- Circle poster
- Directed by: Neelakanta
- Written by: Neelakanta
- Produced by: M V Sharat Chandra; Venu Babu Addagada; T Sumalatha Annith Reddy;
- Starring: Sai Ronak; Baba Bhaskar; Arshin Mehta; Richa Panai; Naina;
- Cinematography: Ranganath Gogineni
- Edited by: Madhu G. Reddy
- Music by: N. S. Prasu
- Production company: Aura Productions banner
- Release date: 7 July 2023;
- Country: India
- Language: Telugu

= Circle (2023 film) =

Circle is a 2023 Indian Telugu-language film directed by Neelakanta. The music is scored by NS. Prasu, cinematography by Ranganath Gogineni. It is produced by M V Sharat Chandra, Venu Babu Addagada, and T Sumalatha Annith Reddy under the Aura Productions banner. The lead roles are played by Sai Ronak, Baba Bhaskar, Richa Panai, and Arshi Mehta. The film was released worldwide theatrically on 7 July 2023.

==Plot==
Kailash, a petrified man, asks Ganesh about his job and is taunted to guess who hired him. Kailash tries to connect with the hired person and pleads for his life, but Ganesh insists he has no enemies. Kailash recollects three love affairs, one with a painter and another with a political girl. Kailash frees himself and ties Ganesh up to a chair, but Ganesh threatens his death.
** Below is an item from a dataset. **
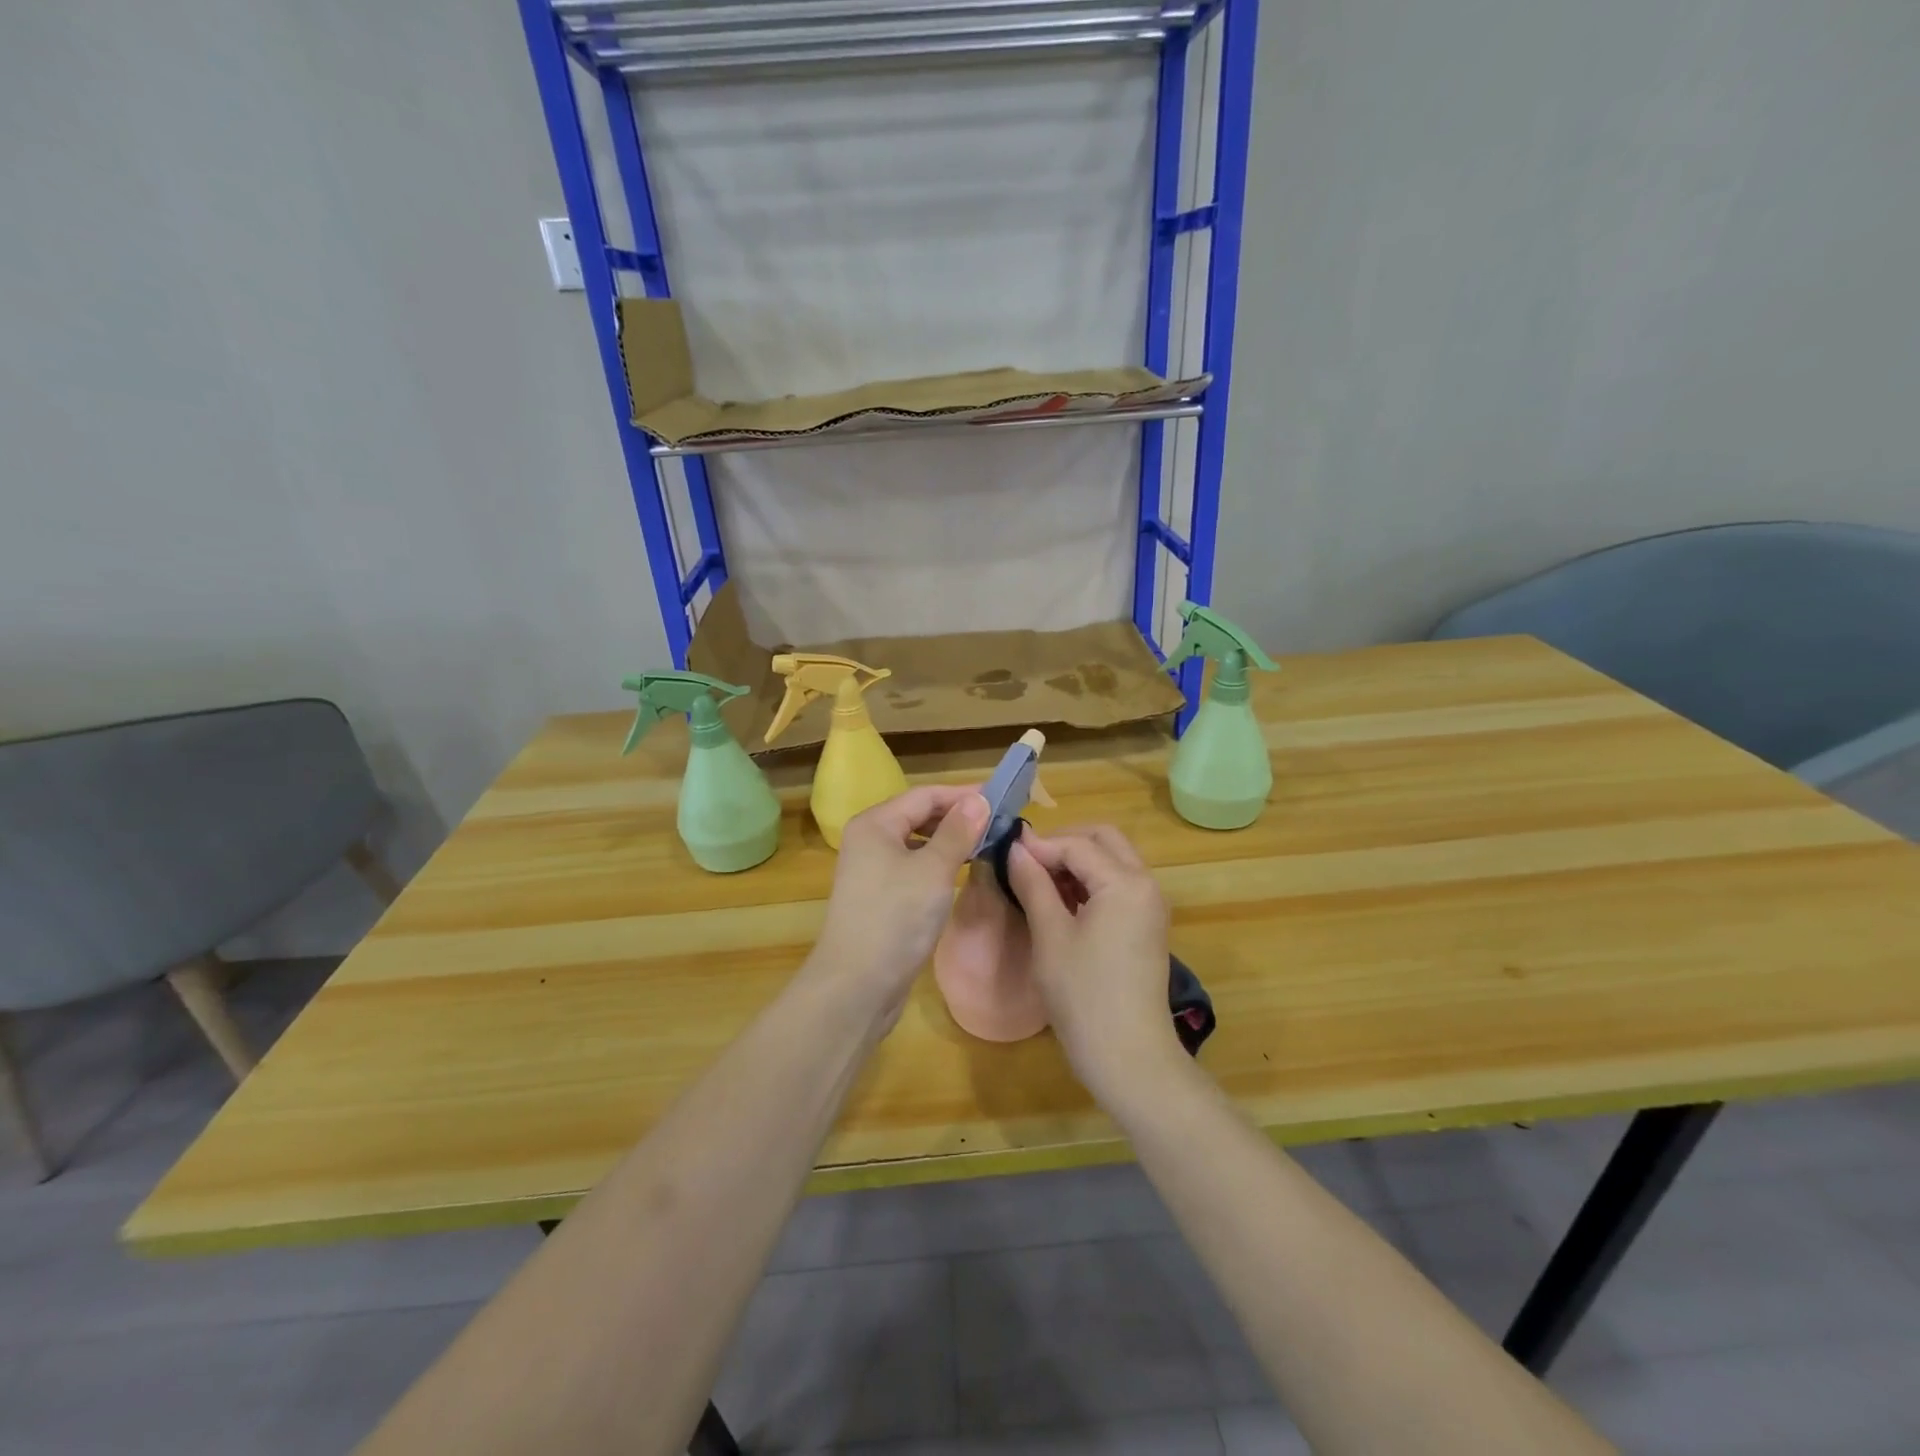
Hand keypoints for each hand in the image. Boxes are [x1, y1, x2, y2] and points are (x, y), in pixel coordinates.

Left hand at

Kailash tries to guess who might want him dead and plead mercy, but another tragic twist occurs when aspiring model APARNA enters the story.

== Cast ==
- Sai Ronak as Kailash
- Richa Panai as Arundathi
- Arshin Mehta as Himani Rajput
- Baba Bhaskar as Puttur Ganesh
- Naina as Malvika

== Reception ==
Circle got a review from a critic from Asianet News who gave the film a rating of 2.5/5. A critic from Sakshi also gave the film the same rating.